Resolví hacer un último intento. Me levanté, me acerqué despacio al lugar marcado por mi chaqueta, y de nuevo sentí la misma aprensión. Esta vez hice un vigoroso esfuerzo por dominarme. Tomé asiento y luego me arrodillé para tenderme boca abajo, pero no pude acostarme pese a mi voluntad. Puse las manos en el suelo. Mi aliento se aceleró; se me revolvió el estómago. Tuve una clara sensación de pánico y luché por no salir corriendo, Pensé que tal vez don Juan me vigilaba. Lentamente repté de regreso al otro sitio y apoyé la espalda contra la piedra. Quería descansar un rato para poner en orden mis ideas, pero me quedé dormido.
Oí a don Juan hablar y reír por encima de mi cabeza. Desperté.
—Hallaste el sitio —dijo.
Al principio no entendí, pero él me aseguró de nuevo que el lugar donde me había quedado dormido era el sitio en cuestión. Una vez más preguntó qué sentía allí tendido. Le dije que en realidad no advertía ninguna diferencia.
Me pidió comparar mis sensaciones en aquel momento con lo que había sentido al yacer en el otro sitio. Por vez primera se me ocurrió conscientemente que me era imposible explicar mi aprensión de la noche anterior, Don Juan me instó, con una especie de actitud de reto, a sentarme en el otro sitio.
Por algún motivo inexplicable, yo tenía miedo a ese lugar, y no me senté en él. Don Juan aseveró que sólo un tonto podía dejar de ver la diferencia.
Le pregunté si cada uno de los dos lugares tenía un nombre especial. Dijo que el bueno se llamaba el sitio y el malo el enemigo; dijo que estos dos lugares eran la clave del bienestar de un hombre, especialmente si buscaba conocimiento. El mero acto de sentarse en el sitio propio creaba fuerza superior; en cambio, el enemigo debilitaba e incluso podía causar la muerte. Dijo que yo había repuesto mi energía, dispendiada la noche anterior, echando una siesta en mi sitio.
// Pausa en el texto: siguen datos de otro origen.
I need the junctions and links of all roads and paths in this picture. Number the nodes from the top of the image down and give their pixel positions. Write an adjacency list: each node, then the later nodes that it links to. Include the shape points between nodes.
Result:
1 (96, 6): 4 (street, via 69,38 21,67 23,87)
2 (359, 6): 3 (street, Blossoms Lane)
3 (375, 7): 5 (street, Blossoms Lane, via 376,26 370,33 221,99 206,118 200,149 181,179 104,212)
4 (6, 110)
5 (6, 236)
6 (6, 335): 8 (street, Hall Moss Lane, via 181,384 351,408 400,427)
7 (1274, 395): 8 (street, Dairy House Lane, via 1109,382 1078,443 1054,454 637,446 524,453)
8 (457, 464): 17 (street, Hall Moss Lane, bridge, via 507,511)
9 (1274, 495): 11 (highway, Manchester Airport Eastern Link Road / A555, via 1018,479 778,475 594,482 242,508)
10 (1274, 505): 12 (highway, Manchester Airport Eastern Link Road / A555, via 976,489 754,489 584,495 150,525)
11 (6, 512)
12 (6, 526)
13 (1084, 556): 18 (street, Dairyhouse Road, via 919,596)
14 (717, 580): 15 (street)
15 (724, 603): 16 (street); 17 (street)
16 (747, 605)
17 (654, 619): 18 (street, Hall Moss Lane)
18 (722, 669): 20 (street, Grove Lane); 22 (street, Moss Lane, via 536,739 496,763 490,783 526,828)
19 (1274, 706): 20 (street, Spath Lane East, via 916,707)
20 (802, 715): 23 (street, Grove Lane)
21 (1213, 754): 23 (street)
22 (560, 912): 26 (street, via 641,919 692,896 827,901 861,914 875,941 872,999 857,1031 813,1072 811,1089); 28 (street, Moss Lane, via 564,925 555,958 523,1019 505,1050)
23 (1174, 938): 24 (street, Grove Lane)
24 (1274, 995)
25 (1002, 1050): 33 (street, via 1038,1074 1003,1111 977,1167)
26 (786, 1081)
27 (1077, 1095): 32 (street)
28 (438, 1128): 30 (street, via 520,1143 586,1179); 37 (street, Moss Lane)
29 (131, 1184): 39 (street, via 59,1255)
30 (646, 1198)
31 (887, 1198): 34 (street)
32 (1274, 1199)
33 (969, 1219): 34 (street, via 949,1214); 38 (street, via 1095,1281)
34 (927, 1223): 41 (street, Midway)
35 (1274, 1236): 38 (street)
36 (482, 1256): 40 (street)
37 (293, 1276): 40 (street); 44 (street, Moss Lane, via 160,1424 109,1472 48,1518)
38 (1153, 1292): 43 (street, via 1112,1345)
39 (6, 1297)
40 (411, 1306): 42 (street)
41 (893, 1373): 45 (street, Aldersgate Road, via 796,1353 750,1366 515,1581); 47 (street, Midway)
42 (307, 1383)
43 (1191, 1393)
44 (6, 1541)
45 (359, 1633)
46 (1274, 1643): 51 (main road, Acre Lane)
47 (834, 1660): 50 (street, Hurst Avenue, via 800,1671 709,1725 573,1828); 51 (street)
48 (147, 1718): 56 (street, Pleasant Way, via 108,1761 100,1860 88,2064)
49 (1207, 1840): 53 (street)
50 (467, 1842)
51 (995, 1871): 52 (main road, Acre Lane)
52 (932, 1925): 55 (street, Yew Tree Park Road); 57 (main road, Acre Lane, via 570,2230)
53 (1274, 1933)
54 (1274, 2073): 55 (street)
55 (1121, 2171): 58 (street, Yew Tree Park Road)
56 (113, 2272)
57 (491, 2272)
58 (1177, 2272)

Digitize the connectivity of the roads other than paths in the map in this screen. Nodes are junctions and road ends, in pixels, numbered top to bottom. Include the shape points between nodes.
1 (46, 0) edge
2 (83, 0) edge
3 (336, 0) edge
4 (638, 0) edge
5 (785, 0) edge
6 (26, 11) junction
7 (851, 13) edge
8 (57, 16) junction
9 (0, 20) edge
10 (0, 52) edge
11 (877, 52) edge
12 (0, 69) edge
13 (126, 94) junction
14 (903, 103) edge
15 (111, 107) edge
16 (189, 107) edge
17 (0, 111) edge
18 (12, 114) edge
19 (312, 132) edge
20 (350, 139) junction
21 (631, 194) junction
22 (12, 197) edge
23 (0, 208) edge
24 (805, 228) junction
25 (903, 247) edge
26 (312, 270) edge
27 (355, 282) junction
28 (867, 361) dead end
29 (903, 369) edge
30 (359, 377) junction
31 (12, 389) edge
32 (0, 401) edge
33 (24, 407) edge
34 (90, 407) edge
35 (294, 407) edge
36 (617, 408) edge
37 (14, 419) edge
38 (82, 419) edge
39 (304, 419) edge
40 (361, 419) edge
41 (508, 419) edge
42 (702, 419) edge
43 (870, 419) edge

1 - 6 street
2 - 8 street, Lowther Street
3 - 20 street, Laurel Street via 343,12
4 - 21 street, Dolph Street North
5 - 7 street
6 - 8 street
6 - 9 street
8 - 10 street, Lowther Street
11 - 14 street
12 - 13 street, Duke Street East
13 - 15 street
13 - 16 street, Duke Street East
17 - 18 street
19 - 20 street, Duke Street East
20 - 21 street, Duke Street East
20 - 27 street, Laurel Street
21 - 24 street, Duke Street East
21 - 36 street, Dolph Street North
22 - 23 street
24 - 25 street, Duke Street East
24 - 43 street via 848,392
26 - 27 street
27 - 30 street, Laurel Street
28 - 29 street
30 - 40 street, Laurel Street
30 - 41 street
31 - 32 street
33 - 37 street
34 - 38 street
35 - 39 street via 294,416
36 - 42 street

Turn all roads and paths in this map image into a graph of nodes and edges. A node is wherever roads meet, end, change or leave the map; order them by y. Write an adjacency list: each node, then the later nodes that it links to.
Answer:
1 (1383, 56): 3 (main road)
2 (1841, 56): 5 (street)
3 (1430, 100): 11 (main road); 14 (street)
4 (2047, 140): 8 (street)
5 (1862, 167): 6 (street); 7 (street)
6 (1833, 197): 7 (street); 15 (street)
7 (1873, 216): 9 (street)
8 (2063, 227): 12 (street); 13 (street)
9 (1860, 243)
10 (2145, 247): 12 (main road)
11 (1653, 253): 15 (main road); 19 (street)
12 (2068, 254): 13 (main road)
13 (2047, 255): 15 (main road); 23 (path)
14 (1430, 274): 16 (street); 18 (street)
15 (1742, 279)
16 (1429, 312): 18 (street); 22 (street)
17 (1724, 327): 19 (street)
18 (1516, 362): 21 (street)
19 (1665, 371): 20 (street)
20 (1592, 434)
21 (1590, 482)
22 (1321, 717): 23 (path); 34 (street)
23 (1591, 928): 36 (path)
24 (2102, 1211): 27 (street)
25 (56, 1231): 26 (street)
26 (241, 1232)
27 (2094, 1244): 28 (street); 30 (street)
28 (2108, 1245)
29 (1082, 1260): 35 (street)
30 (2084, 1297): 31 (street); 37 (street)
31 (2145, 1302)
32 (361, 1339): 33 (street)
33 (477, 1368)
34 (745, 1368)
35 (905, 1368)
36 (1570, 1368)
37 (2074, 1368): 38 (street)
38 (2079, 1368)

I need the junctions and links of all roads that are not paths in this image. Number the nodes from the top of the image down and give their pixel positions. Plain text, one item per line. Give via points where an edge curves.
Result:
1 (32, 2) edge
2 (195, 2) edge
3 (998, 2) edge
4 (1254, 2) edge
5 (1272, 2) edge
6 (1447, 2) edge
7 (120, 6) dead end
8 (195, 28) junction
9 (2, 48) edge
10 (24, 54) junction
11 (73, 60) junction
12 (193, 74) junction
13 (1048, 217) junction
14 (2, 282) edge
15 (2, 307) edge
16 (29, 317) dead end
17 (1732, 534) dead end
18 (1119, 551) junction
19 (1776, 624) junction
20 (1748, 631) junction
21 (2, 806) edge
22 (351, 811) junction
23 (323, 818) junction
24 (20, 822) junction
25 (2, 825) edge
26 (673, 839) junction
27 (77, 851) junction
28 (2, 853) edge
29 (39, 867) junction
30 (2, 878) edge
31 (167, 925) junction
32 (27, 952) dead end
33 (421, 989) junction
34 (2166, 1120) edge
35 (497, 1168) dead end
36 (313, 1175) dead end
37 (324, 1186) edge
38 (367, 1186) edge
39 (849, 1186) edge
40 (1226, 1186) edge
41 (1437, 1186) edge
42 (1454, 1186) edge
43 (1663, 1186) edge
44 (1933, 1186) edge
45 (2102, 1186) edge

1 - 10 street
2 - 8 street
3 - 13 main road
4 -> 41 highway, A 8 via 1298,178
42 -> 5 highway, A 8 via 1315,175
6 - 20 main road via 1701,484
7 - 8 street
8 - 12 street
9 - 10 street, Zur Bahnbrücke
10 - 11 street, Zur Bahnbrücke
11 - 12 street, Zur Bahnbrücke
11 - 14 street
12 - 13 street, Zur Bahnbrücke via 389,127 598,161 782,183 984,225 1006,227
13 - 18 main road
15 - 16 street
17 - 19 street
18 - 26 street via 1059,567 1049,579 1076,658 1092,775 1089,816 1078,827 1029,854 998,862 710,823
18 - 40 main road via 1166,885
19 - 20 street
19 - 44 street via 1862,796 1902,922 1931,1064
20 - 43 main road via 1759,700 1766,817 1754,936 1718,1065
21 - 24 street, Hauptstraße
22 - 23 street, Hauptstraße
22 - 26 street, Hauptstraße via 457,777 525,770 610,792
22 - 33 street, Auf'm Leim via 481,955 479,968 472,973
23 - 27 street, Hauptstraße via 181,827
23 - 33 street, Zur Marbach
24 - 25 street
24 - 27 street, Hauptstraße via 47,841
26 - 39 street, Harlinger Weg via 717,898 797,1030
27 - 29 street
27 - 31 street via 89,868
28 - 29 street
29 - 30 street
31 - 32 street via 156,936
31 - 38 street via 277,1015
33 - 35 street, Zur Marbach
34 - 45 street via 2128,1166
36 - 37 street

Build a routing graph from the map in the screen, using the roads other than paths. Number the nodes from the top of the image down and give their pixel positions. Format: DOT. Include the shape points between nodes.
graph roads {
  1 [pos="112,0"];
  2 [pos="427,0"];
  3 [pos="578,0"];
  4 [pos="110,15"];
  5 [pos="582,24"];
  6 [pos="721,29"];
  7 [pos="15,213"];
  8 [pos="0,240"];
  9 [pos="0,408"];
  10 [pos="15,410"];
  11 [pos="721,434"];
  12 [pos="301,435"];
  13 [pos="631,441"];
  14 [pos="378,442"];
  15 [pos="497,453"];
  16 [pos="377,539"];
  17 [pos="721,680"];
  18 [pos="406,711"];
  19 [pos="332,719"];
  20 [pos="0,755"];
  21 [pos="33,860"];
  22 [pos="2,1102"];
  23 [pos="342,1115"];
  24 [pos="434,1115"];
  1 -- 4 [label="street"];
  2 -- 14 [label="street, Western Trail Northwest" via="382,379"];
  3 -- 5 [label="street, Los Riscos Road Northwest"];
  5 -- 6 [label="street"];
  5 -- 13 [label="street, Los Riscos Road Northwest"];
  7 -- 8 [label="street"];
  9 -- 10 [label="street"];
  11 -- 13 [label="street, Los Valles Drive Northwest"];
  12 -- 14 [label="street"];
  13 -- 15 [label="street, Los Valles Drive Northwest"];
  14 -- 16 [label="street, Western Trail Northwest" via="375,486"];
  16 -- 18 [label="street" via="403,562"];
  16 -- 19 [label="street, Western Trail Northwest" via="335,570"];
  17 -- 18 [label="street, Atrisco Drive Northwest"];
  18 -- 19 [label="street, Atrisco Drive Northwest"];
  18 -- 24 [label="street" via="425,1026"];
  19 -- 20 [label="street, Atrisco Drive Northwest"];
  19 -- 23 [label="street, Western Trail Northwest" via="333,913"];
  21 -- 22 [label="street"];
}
También dijo que los colores percibidos por mí en asociación con cada sitio específico tenían el mismo efecto general de dar fuerza o de reducirla.
Le pregunté si existían para mí otros sitios como los dos que había hallado y cómo debería hacer para localizarlos. Dijo que muchos lugares en el mundo serían comparables a esos dos, y que la mejor manera de hallarlos era determinar sus colores respectivos.
Yo no sabía a ciencia cierta si había resuelto el problema o no; de hecho, ni siquiera me hallaba convencido de que hubiese habido algún problema; no podía dejar de sentir que la experiencia era totalmente forzada y arbitraria. Estaba seguro de que don Juan me había observado toda la noche para luego seguirme la corriente diciendo que el sitio donde me quedara dormido
era
el buscado. Sin embargo, no veía yo motivo lógico de tal acción, y cuando me retó a sentarme en el otro sitio no pude hacerlo. Había una extraña separación entre mi experiencia pragmática de temer al "otro sitio" y mis consideraciones racionales sobre todo el episodio.